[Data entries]

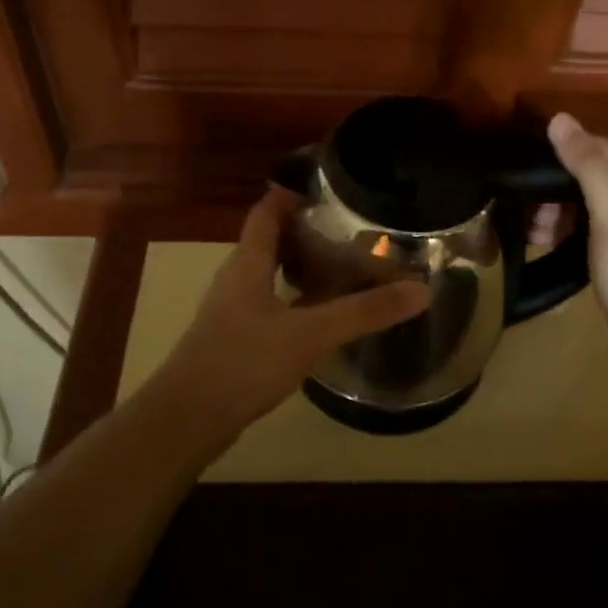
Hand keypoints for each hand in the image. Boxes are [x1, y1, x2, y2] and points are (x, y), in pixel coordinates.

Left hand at [146, 187, 429, 444]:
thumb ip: (364, 312)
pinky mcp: (234, 338)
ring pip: (269, 273)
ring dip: (300, 264)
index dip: (293, 193)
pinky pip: (268, 302)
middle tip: (349, 228)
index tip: (330, 187)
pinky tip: (319, 315)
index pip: (267, 210)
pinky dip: (294, 297)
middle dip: (306, 230)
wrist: (187, 419)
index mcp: (248, 262)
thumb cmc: (243, 362)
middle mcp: (236, 277)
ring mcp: (232, 309)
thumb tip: (420, 289)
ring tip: (342, 266)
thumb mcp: (310, 334)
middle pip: (270, 239)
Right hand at [547, 113, 607, 365]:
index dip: (558, 155)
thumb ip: (587, 165)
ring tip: (530, 233)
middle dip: (552, 190)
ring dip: (554, 212)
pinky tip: (542, 242)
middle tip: (524, 212)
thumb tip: (559, 118)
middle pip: (587, 174)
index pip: (594, 147)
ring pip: (582, 201)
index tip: (522, 173)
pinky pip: (585, 226)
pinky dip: (563, 230)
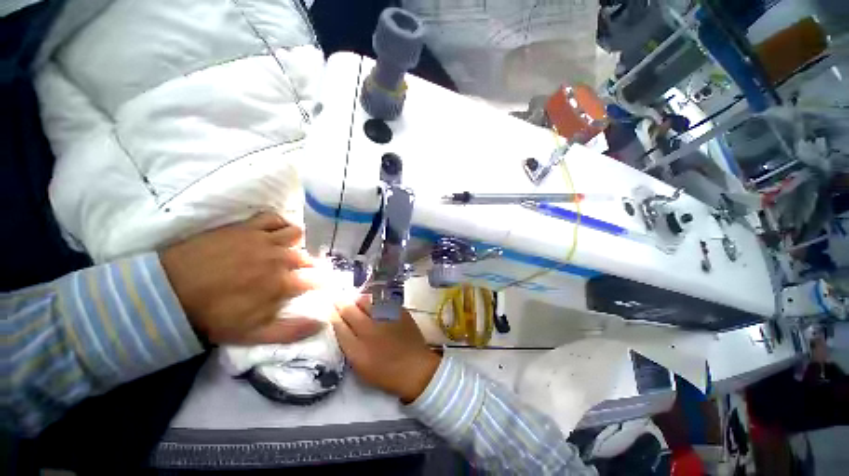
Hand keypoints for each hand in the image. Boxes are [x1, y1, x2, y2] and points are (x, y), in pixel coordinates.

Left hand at [161, 212, 322, 344]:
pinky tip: (274, 233)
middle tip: (297, 274)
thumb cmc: (213, 316)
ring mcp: (264, 239)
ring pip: (296, 234)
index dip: (321, 284)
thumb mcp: (253, 334)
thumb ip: (291, 331)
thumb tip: (322, 324)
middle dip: (308, 267)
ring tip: (285, 252)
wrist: (171, 291)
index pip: (317, 280)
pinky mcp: (247, 227)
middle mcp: (280, 258)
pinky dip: (279, 224)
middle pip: (308, 258)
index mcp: (284, 283)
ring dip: (296, 244)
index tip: (319, 287)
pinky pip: (274, 218)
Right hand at [333, 295, 440, 402]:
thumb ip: (349, 345)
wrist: (415, 367)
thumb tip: (341, 326)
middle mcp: (370, 330)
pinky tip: (375, 302)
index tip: (329, 309)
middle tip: (338, 299)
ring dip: (358, 299)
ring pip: (366, 300)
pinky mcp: (399, 311)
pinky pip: (382, 300)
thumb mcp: (360, 366)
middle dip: (341, 302)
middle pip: (350, 309)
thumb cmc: (385, 372)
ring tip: (357, 300)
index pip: (338, 325)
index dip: (332, 315)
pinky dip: (375, 300)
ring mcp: (385, 318)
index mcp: (357, 349)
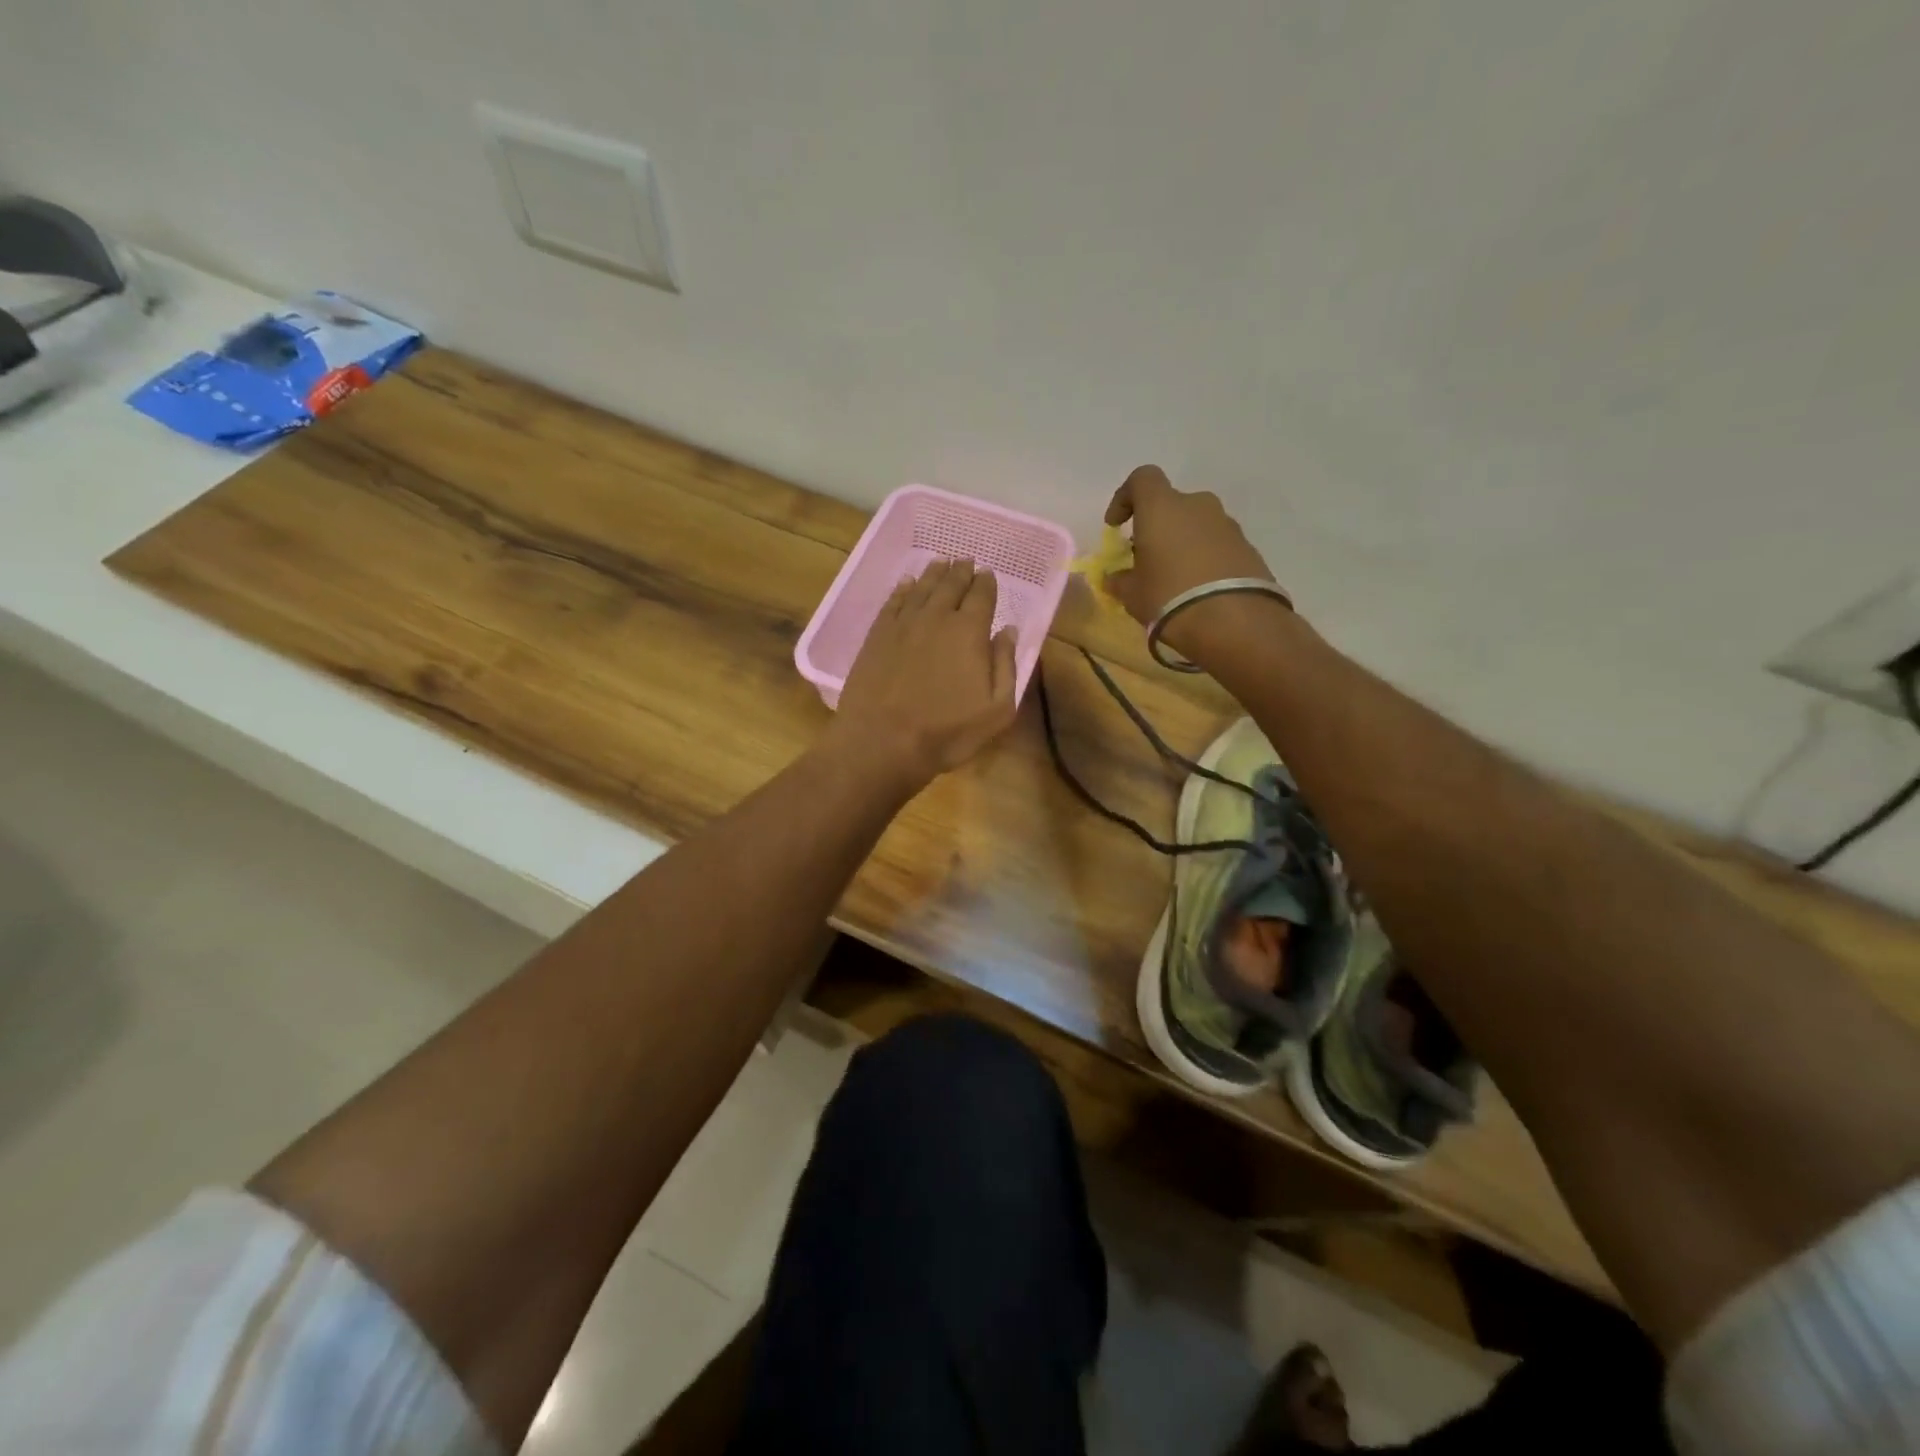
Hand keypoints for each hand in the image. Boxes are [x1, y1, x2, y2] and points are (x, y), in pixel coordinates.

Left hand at [827, 559, 1018, 788]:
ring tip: (941, 563)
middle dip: (961, 572)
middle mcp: (936, 617)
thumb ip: (1006, 665)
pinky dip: (902, 589)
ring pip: (921, 588)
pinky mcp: (876, 636)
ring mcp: (902, 624)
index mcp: (969, 631)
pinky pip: (893, 602)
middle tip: (966, 560)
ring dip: (934, 574)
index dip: (987, 583)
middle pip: (951, 585)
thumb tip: (1007, 631)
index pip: (982, 596)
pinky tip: (906, 584)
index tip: (988, 574)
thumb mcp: (996, 709)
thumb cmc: (946, 732)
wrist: (882, 741)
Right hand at [1104, 465, 1289, 669]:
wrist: (1233, 620)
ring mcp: (1227, 525)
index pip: (1142, 479)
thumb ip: (1121, 581)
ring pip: (1196, 525)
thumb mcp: (1133, 594)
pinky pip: (1217, 545)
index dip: (1124, 498)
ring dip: (1183, 543)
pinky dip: (1205, 558)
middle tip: (1147, 558)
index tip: (1116, 525)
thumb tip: (1114, 578)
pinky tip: (1199, 589)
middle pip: (1171, 505)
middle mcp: (1197, 505)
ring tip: (1174, 578)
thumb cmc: (1168, 597)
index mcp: (1162, 507)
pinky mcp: (1248, 547)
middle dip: (1157, 527)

[TASK STATEMENT] Set down every line above exactly, pictures excluded.

[EXERCISE RESPONSE]
Hand keypoints for each hand in the image. Boxes are [x1, y1, x2, y2] and points are (x, y), in pixel coordinates.

Left hand at [146, 187, 429, 444]:
thumb ip: (364, 312)
pinky mcp: (234, 338)
ring pip: (269, 273)
ring dip: (300, 264)
index dip: (293, 193)
pinky pip: (268, 302)
middle tip: (349, 228)
index tip: (330, 187)
pinky tip: (319, 315)
index pip: (267, 210)
pinky dip: (294, 297)
middle dip: (306, 230)
wrist: (187, 419)
index mcp: (248, 262)
thumb cmc: (243, 362)
middle mcp: (236, 277)
ring mcp: (232, 309)
thumb tip: (420, 289)
ring tip: (342, 266)
thumb mcp: (310, 334)
middle pip: (270, 239)
Right hand at [547, 113, 607, 365]:
index dip: (558, 155)
thumb ip: (587, 165)
ring tip: (530, 233)
middle dip: (552, 190)
ring dip: (554, 212)
pinky tip: (542, 242)
middle tip: (524, 212)
thumb tip: (559, 118)
middle pip: (587, 174)
index pip: (594, 147)
ring pip: (582, 201)
index tip: (522, 173)
pinky pip: (585, 226)
pinky dip: (563, 230)
Hand keypoints for each hand in the image. Boxes are [x1, y1, x2, y2] and points are (x, y), in pixel coordinates.

Left hand at [161, 212, 322, 344]:
pinky tip: (274, 233)
middle tip: (297, 274)
thumb cmc: (213, 316)
ring mcp: (264, 239)
ring pip: (296, 234)
index dip: (321, 284)
thumb mcp: (253, 334)
thumb ip: (291, 331)
thumb tip: (322, 324)
middle dip: (308, 267)
ring tip: (285, 252)
wrist: (171, 291)
index pip: (317, 280)
pinky mcp: (247, 227)
middle mcp: (280, 258)
pinky dip: (279, 224)
middle pip: (308, 258)
index mcp: (284, 283)
ring dip: (296, 244)
index tip: (319, 287)
pinky pip: (274, 218)
Right hand at [333, 295, 440, 402]:
thumb ip: (349, 345)
wrist: (415, 367)
thumb tip: (341, 326)
middle mcp: (370, 330)
pinky tip: (375, 302)
index tip: (329, 309)
middle tip: (338, 299)
ring dip: (358, 299)
ring pip: (366, 300)
pinky mcp: (399, 311)
pinky pip: (382, 300)
thumb mcp: (360, 366)
middle dip: (341, 302)
middle pip: (350, 309)
thumb cmc: (385, 372)
ring tip: (357, 300)
index pip: (338, 325)
index dip: (332, 315)
pinky dip: (375, 300)
ring mcp: (385, 318)
index mcp: (357, 349)
Hand keypoints for each hand in the image. Boxes are [x1, y1, x2, y2] and points are (x, y), in pixel coordinates.

Left hand at [827, 559, 1018, 788]:
ring tip: (941, 563)
middle dip: (961, 572)
middle mcp: (936, 617)
thumb ip: (1006, 665)
pinky dip: (902, 589)
ring pip: (921, 588)
pinky mcp: (876, 636)
ring mcp: (902, 624)
index mcp: (969, 631)
pinky pip: (893, 602)
middle tip: (966, 560)
ring dip: (934, 574)
index dip: (987, 583)
middle pip: (951, 585)
thumb tip: (1007, 631)
index pip: (982, 596)
pinky tip: (906, 584)
index tip: (988, 574)
thumb mcp: (996, 709)
thumb cmc: (946, 732)
wrist: (882, 741)
Right hand at [1104, 465, 1289, 669]:
wrist: (1233, 620)
ring mcp: (1227, 525)
index pip: (1142, 479)
thumb ip: (1121, 581)
ring pip: (1196, 525)
thumb mcp: (1133, 594)
pinky pip: (1217, 545)
index dip: (1124, 498)
ring dip: (1183, 543)
pinky dip: (1205, 558)
middle tip: (1147, 558)
index tip: (1116, 525)
thumb tip: (1114, 578)
pinky tip: (1199, 589)
middle pip: (1171, 505)
middle mcp: (1197, 505)
ring tip: (1174, 578)
thumb cmc: (1168, 597)
index mcp: (1162, 507)
pinky mcp: (1248, 547)
middle dip: (1157, 527)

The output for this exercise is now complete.